3. RIFLESSIONE. LUCIANO DOTTARELLI:
ABITARE UN MONDO COMUNE. KANT E LA
CRITICA DELL'ESALTAZIONE FANATICA
[Ringraziamo Luciano Dottarelli (per contatti:
ldottarelli@libero.it) per
averci messo a disposizione questo testo ricavato
da alcune pagine della sua
introduzione all'edizione da lui curata di Immanuel
Kant, Saggio sulle
malattie della mente, Massari Editore, Bolsena
(Vt) 2001. Luciano Dottarelli
e' docente e saggista, gia' apprezzato sindaco
di Bolsena, attualmente
capogruppo al Consiglio Provinciale di Viterbo;
di solidi studi filosofici,
con una vasta esperienza amministrativa, e' una
delle figure di riferimento
della vita civile nell'alto Lazio. Opere di Luciano
Dottarelli: Popper e il
gioco della scienza, Erre Emme, Roma 1992; Kant
e la metafisica come
scienza, Ere Emme, Roma 1995]
La critica dell'esaltazione fanatica [Schwaermerei]
sviluppata nel Saggio
sulle malattie della mente costituisce un solido
punto di riferimento nello
sviluppo del pensiero di Kant, una delle cifre
piu' autentiche e peculiari
di tutta la sua riflessione filosofica.
La presenza di questo topos polemico nel Saggio
richiede un particolare
apprezzamento, soprattutto se si considera che
essa si accompagna ad una
considerazione piuttosto benevola, rispetto ad
altri contesti, nei confronti
dell'entusiasmo [Enthusiasmus], senza il quale
"non si e' mai fatto nulla
di grande nel mondo".
Nel singolare trattatello di psichiatria, il fanatico
e' definito come "un
allucinato con una presunta ispirazione immediata
e una grande confidenza
con le potenze celesti. La natura umana non conosce
nessuna illusione piu'
pericolosa di questa". L'allucinazione deriva
da un disordine nella facolta'
cognitiva sensibile, da uno scambio e una sovrapposizione
tra i dati della
sensibilita' in senso stretto ("conoscenze
provenienti dall'impressione
dell'oggetto su di noi") e quelli dell'immaginazione
("conoscenze sensibili
che scaturiscono dalla spontaneita' dell'animo").

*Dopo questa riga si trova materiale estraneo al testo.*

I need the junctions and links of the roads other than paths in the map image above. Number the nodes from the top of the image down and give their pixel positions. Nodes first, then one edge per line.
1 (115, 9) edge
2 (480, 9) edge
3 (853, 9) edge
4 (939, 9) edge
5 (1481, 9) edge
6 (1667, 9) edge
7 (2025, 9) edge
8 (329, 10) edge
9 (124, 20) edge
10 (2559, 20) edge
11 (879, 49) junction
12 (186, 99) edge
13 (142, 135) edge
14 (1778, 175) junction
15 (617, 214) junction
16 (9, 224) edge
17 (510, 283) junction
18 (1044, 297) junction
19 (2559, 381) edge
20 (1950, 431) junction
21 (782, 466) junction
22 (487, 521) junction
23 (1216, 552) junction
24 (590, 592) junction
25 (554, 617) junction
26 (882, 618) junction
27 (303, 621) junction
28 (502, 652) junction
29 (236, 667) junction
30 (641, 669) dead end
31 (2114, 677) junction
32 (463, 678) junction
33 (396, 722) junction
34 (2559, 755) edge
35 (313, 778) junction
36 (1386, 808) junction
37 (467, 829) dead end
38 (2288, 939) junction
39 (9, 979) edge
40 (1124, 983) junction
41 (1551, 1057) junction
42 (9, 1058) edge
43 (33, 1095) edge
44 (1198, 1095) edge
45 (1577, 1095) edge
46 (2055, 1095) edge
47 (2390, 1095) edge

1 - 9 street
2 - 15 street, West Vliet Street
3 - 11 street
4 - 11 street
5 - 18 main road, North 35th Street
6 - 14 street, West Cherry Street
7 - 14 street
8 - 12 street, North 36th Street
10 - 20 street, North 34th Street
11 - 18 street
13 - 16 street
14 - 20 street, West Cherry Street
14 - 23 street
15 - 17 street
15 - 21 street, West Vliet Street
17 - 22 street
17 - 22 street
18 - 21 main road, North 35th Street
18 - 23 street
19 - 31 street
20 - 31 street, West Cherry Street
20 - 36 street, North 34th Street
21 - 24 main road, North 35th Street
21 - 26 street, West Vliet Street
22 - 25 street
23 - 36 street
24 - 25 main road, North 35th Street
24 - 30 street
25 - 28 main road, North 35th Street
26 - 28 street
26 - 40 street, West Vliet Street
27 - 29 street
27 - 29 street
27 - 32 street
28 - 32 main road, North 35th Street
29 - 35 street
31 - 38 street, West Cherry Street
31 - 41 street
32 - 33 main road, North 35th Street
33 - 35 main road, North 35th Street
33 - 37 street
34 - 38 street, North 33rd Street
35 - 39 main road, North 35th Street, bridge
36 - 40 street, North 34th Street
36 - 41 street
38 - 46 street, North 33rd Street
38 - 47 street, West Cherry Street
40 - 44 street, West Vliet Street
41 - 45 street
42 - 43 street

La definizione di questo tipo di folle come "uno
che sogna durante la
veglia" richiama, con effetto immediato,
la polemica piu' direttamente
rivolta contro Swedenborg e - attraverso di lui
- contro i metafisici che,
in quanto "sognatori della ragione",
vengono assimilati al visionario
mistico svedese. Il terzo capitolo dei Sogni di
un visionario - brillante
ai limiti dell'impudenza e della provocazione
- e' in effetti una
sostanziale ripresa (anche letterale) ed un approfondimento
di vari temi del
Saggio, di cui vengono svolti anche i tenui spunti
epistemologici.
Richiamandosi al frammento di Eraclito (che egli
attribuisce erroneamente
ad Aristotele) secondo cui "quando siamo
svegli abbiamo un mondo comune, ma
quando sognamo, ciascuno ha il proprio",
Kant aggredisce "quei fabbricanti
di castelli in aria, ciascuno dei quali costruisce
a se' un mondo del
proprio pensiero e lo abita tranquillamente escludendone
gli altri - quelli
per esempio che abitano l'ordine delle cose come
lo ha fabbricato Wolff con
poco materiale empirico, ma con abbondanza di
concetti surrettizi o quelli
che abitano i mondi tratti dal niente da Crusius
grazie al potere magico di
qualche sentenza sul pensabile e l'impensabile".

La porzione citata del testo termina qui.